* Work request
Whenever a line of the records below contains the word "played", copy that line.

* Input data

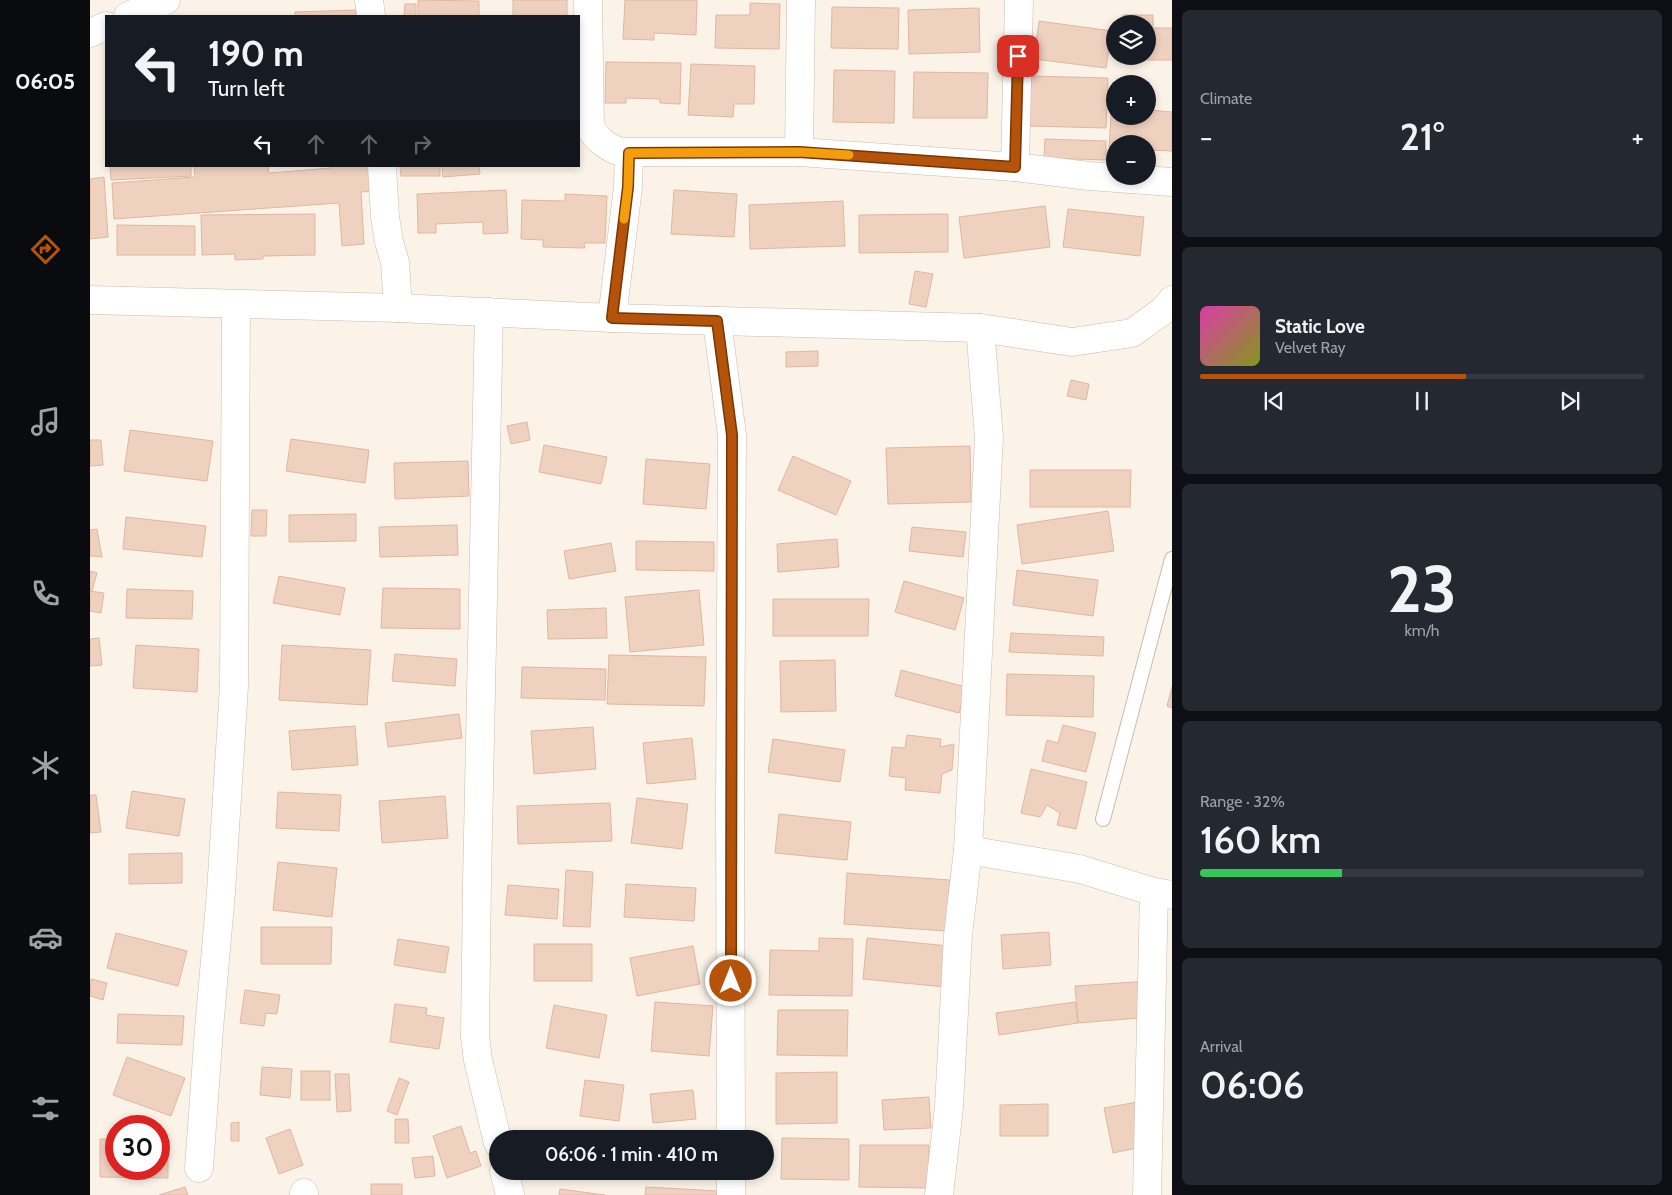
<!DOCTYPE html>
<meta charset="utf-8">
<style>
body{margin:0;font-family:Cabin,sans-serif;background:#242831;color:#f1f3f6;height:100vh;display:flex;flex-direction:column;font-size:19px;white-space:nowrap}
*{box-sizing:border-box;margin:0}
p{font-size:16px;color:#9ea1a6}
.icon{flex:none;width:28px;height:28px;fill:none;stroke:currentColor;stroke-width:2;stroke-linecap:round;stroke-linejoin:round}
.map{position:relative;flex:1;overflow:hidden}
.details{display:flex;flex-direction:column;gap:10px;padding:10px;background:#0d0f14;width:500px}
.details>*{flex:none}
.hud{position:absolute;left:15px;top:15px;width:475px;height:152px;border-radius:0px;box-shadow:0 2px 8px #0003;background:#171b24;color:#f1f3f6;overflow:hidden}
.fabs{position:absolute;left:1016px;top:15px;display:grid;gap:10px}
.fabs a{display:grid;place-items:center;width:50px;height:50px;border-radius:50%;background:#171b24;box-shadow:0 2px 8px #0003;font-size:25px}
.speed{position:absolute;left:15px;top:1115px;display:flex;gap:10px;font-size:25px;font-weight:700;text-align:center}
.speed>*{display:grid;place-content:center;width:65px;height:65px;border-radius:50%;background:#171b24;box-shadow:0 2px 8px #0003;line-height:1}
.speed .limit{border:8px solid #d22;background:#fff;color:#111}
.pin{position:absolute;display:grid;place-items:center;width:42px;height:42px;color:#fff;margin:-21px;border-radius:10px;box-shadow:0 2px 8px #0006}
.me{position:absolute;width:55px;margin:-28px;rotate:0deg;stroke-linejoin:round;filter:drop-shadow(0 0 4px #0008)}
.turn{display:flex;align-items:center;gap:18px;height:105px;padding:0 20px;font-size:22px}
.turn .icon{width:65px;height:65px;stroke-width:2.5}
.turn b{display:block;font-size:35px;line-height:42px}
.lanes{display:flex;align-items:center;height:48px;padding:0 20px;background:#0003;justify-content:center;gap:25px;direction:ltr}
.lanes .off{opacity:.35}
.big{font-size:38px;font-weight:600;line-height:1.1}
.details .tile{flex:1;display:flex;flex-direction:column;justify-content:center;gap:8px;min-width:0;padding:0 18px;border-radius:8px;background:#242831}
.details .dial{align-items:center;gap:0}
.dial b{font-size:65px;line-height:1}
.song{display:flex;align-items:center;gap:15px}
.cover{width:60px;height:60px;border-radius:8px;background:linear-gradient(135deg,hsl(320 70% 55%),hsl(70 70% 35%))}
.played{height:5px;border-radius:2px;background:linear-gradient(90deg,#b45309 60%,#363941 60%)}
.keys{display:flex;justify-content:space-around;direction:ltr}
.heat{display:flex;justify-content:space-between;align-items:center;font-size:28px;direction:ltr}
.charge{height:8px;border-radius:4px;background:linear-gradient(90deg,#34c759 32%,#363941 0)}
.trip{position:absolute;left:399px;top:1130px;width:285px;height:50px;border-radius:25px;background:#171b24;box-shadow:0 2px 8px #0003;font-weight:600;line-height:50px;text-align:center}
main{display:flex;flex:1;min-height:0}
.dock{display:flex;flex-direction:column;width:90px;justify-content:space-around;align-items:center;background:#090b0e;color:#9ea1a6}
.dock .icon{width:35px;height:35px}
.dock .current{color:#b45309}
.dock b{font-size:22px;color:#f1f3f6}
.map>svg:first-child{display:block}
.building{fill:#efd1c0;stroke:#e1b6a2}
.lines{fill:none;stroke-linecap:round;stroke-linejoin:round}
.lane-casing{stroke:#cdbaae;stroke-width:16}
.street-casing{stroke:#cdbaae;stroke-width:29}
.secondary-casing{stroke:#d1bcae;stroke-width:29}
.lane{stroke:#fff;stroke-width:14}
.street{stroke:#fff;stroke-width:28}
.secondary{stroke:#fff;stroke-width:28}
.route-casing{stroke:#753606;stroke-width:12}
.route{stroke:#b45309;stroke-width:9}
.slow{stroke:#f59e0b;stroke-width:9}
</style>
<main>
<nav class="dock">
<b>06:05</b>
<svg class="icon current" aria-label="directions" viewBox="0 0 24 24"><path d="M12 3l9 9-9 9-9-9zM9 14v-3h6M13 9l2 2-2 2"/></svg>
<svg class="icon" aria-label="music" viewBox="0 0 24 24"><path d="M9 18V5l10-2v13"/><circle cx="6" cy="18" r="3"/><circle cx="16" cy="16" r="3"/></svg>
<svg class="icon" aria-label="phone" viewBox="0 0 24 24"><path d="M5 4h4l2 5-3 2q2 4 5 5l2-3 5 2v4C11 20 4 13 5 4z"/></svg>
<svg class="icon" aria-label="climate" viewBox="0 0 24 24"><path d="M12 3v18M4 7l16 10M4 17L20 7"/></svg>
<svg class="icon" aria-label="car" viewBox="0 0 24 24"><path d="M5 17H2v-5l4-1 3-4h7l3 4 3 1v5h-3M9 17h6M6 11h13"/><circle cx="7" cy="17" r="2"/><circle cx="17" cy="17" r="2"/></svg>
<svg class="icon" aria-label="filters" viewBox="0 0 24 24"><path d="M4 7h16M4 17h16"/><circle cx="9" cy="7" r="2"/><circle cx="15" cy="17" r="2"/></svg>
</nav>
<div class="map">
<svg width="1082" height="1195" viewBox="0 0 1082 1195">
<rect width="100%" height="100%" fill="#fbf3e7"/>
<g class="building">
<path d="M328 0 389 1V16H328Z"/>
<rect x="423" y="0" width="54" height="16"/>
<path d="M535 0H607L606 35 564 33V40L533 39Z"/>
<path d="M660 3 690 4 689 49 625 48 626 15H660Z"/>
<path d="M315 4H326V16H314Z"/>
<path d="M742 7 809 8 808 49 741 48Z"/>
<path d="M889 8 890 52 819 54 818 10Z"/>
<path d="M266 10V16H205V12Z"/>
<path d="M1033 15H1063V28H1082V60H1034V56H1058V24H1034Z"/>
<path d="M949 21 1022 31 1016 68 944 59Z"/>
<path d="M516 62 591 63 590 104 570 103V99L536 98V103H515Z"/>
<path d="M601 64 665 66 664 104H644L643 117 598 115Z"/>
<path d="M744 70 805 71 804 123 743 122Z"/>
<path d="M824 72 898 73 897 118H823Z"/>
<path d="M941 76 1018 78 1016 128 939 126Z"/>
<path d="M1022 99H1025V116H1058V101H1060V110L1082 112V151L1058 150V144H1025V148H1019Z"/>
<path d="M955 139 1016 141V160L954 158Z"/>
<path d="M20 166H101V176L21 180Z"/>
<path d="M104 166H178L179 173 241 168V166H285L287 191 271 192 274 244 252 246 249 203 24 219 22 183 105 177Z"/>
<path d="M310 166H350V176H311Z"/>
<path d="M352 166H389L390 174 353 177Z"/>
<path d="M14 177 18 237 0 239V179Z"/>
<path d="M416 190 418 233 393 234V222L346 224V233H328L327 194Z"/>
<path d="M584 190 647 194 644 237 581 234Z"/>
<path d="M475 194 517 196 515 243H494L495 248 453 247V240L431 239 432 200 475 201Z"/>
<path d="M753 201 755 246 660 249 659 205Z"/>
<path d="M955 206 960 247 874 258 869 217Z"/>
<path d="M978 209 1054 217 1050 256 973 247Z"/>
<path d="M225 214V255L173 256V259L145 260V254L112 255 111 215Z"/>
<path d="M858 214V252L769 253V215Z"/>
<path d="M27 225 105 226V255H27Z"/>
<path d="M825 271 843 274 836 307 819 304Z"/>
<path d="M728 351V366L696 367V352Z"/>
<path d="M981 380 999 384 996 400 977 396Z"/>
<path d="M437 422 440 440 421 444 417 426Z"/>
<path d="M40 430 123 441 117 481 34 471Z"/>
<path d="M201 439 279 450 275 483 196 471Z"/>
<path d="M0 440H11L13 465 0 466Z"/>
<path d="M454 445 517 457 511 484 449 472Z"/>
<path d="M880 446 881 502 798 504 796 448Z"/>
<path d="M703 456 761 481 746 515 688 490Z"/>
<path d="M556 459 620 464 616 509 553 504Z"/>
<path d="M378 461 379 496 305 499 304 463Z"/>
<path d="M940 470H1041L1040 507H940Z"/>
<path d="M162 510H177L176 536H161Z"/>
<path d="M1018 511 1024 551 932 564 927 525Z"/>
<path d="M266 514V541L199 542V515Z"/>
<path d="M36 517 116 526 112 557 33 549Z"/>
<path d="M367 525 368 555 290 557 289 527Z"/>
<path d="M822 527 876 532 873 557 819 551Z"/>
<path d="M7 529 12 557 0 556V530Z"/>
<path d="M747 539 749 567 688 572 687 544Z"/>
<path d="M546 541 624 542V571L546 570Z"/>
<path d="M521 543 526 571 479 579 474 551Z"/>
<path d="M927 570 1008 580 1003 616 923 605Z"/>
<path d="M0 571 7 573 2 591 0 590Z"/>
<path d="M189 576 255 588 250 615 183 603Z"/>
<path d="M814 581 874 598 865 630 805 612Z"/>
<path d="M293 588 370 589V629L291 628Z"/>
<path d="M37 589 103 591 102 619 36 618Z"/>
<path d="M609 590 614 645 540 652 535 597Z"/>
<path d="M0 591 14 593 11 613 0 611Z"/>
<path d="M683 599H779L778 636H683Z"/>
<path d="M516 608 517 638 458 639 457 610Z"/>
<path d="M921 633 1014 637 1013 656 919 652Z"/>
<path d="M9 638 12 665 0 666V639Z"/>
<path d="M46 645 109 649 107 692 43 688Z"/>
<path d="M192 645 281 650 277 705 189 700Z"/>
<path d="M305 654 367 659 365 686 302 681Z"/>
<path d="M519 655 616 657 614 706 517 704Z"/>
<path d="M745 660 746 711 691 712 690 661Z"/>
<path d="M432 667 516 669 515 700 431 698Z"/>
<path d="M811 670 876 687 869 713 805 696Z"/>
<path d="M917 674 1004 676 1003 717 916 715Z"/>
<path d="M1082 687V708L1077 706Z"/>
<path d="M369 714 372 738 298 747 295 723Z"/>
<path d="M973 725 1006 733 996 772 952 761 957 740 968 743Z"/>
<path d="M265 726 268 765 202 770 199 731Z"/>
<path d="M503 727 506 769 444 774 441 731Z"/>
<path d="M817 735 851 739 850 747 864 744 862 770 852 774 850 793 815 790 816 778 799 776 802 747 815 748Z"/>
<path d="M602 738 606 779 557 784 553 743Z"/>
<path d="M683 739 755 750 750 782 678 772Z"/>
<path d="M941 769 997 782 986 829 967 825 970 813 957 805 950 817 931 813Z"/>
<path d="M42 791 95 799 89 836 36 828Z"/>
<path d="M188 792 251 795 249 831 186 828Z"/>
<path d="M0 795H6L11 832 0 833Z"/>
<path d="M355 796 358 838 292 843 289 801Z"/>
<path d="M547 798 598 804 592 849 541 843Z"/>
<path d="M520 803 522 841 428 844 427 806Z"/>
<path d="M689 814 761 822 757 860 685 853Z"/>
<path d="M92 853V883L39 884V854Z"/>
<path d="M188 862 247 868 242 917 183 910Z"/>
<path d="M476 870 503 872 500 927 473 926Z"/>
<path d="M757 873 860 880 856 931 754 924Z"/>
<path d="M536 884 606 888 604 921 534 917Z"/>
<path d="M418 885 469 889 467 919 415 915Z"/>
<path d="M171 927H242L241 964H171Z"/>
<path d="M959 932 961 965 913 969 911 935Z"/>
<path d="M26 933 97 951 88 986 17 968Z"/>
<path d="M729 938 763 939 762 996 679 995 680 950 729 951Z"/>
<path d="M777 938 859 946 855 987 773 979Z"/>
<path d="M308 939 359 947 355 973 304 965Z"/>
<rect x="444" y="944" width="58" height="37"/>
<path d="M603 946 610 984 547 996 540 958Z"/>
<path d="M1 979 17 983 13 1000 0 996Z"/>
<path d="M1059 981 1061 1017 988 1023 985 986Z"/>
<path d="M155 990 190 995 187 1014 176 1013 174 1026 150 1023Z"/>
<path d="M565 1002 623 1006 619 1056 561 1051Z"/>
<path d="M985 1002 988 1023 909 1035 906 1013Z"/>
<path d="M305 1004 337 1008 336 1015 354 1018 349 1049 300 1042Z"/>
<path d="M464 1005 517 1015 509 1058 456 1048Z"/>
<path d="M688 1010H758L757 1056 687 1055Z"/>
<path d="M28 1014 94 1016 92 1045 27 1043Z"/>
<path d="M37 1057 95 1078 81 1116 23 1095Z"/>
<path d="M172 1067 202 1069 200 1098 170 1095Z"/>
<rect x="211" y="1071" width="29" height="29"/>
<path d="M747 1072V1123L686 1124V1073Z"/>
<path d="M245 1074H259L261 1111 247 1112Z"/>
<path d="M309 1078 319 1082 307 1115 297 1111Z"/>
<path d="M495 1080 534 1085 529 1121 490 1116Z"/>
<path d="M603 1090 606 1119 563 1123 560 1094Z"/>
<path d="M839 1097 841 1128 794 1130 792 1100Z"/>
<path d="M1053 1101 1061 1145 1023 1153 1014 1108Z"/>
<path d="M958 1104V1136H910V1105Z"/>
<path d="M305 1119H318L319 1143H305Z"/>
<path d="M149 1122V1141H141V1123Z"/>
<path d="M371 1126 380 1153 386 1151 391 1166 357 1178 343 1136Z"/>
<path d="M200 1129 213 1165 189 1174 176 1138Z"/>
<path d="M692 1138 759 1139V1180L691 1179Z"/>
<path d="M10 1139H26V1169H69V1139H78V1178L10 1177Z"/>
<path d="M770 1145H839V1188L769 1187Z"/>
<path d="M343 1156 345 1176 325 1178 322 1158Z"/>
<path d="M490 1171H536L535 1175Z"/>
<rect x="281" y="1184" width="31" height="11"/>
<path d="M95 1187 98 1195H69Z"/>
<path d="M556 1187 628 1191V1195H555Z"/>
<path d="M470 1189 515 1195H469Z"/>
</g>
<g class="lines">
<g class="lane-casing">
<path id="lane" d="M1013 819 1082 559"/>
</g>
<g class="street-casing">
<g id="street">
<path d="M279 0 281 16"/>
<path d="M498 0 500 127C507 140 516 146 530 152H709L925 167 999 176 1082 182"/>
<path d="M709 152 711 0"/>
<path d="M292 166 295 217 299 242 305 262 308 308"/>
<path d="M925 167 929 0"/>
<path d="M0 300 308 308 522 318 890 328 982 342 1042 333 1074 310 1082 300"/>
<path d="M399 312 387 882 385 1036 388 1060 408 1143"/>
<path d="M522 318 538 187 539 153"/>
<path d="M627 321 642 435 640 803 641 1139"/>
<path d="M878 850 990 869 1064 892 1082 895"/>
<path d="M109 1168 119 1029 131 892 144 686 146 304"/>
<path d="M414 1171 420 1195"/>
<path d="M641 1171V1195"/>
<path d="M214 1195V1193"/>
<path d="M849 1195 859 1107 868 935 878 850 899 437 890 328"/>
<path d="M1057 1195 1064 892"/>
</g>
</g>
<g class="secondary-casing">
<g id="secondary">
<path d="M38 16 76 0"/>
<path d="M0 33 16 26"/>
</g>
</g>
<use href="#lane" class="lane"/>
<use href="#street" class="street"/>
<use href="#secondary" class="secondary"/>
</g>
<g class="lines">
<g class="route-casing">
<path id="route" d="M641 981 642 435 627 321 522 318 538 187 539 153 709 152 925 167 928 56"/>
</g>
<use href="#route" class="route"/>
<path class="slow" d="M534 219 538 187 539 153 709 152 759 155"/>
</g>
</svg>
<div class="fabs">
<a><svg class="icon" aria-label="layers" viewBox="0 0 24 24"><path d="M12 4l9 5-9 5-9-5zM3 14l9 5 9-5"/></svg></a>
<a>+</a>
<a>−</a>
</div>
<div class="speed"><div class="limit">30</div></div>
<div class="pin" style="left:928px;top:56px;background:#d93025"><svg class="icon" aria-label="arrive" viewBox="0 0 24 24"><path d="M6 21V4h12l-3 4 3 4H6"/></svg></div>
<svg class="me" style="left:641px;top:981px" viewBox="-20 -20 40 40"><circle r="17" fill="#b45309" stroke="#fff" stroke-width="3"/><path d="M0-11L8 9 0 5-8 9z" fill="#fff"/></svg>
<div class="trip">06:06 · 1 min · 410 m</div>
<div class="hud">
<div class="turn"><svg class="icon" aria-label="left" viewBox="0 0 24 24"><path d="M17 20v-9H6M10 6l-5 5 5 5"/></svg><div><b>190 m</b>Turn left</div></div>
<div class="lanes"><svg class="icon" aria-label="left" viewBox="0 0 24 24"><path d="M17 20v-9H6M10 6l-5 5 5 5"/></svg><svg class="icon off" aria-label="ahead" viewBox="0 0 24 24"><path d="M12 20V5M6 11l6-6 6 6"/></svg><svg class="icon off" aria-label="ahead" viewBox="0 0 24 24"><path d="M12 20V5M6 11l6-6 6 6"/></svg><svg class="icon off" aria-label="right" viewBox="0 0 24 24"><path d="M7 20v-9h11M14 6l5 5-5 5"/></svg></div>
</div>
</div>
<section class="details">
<div class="tile"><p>Climate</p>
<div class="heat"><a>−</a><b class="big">21°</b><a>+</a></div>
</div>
<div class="tile">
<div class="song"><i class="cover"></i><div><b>Static Love</b><p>Velvet Ray</p></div></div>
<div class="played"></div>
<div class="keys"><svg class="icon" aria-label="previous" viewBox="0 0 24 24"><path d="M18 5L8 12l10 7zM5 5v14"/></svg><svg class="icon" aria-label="pause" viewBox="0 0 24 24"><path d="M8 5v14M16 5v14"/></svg><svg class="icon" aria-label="next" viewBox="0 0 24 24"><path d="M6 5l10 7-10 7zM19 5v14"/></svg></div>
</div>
<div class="tile dial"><b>23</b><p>km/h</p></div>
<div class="tile"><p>Range · 32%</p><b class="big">160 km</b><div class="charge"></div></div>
<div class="tile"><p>Arrival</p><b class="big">06:06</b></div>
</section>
</main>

* Result of this exercise
.played{height:5px;border-radius:2px;background:linear-gradient(90deg,#b45309 60%,#363941 60%)}
<div class="played"></div>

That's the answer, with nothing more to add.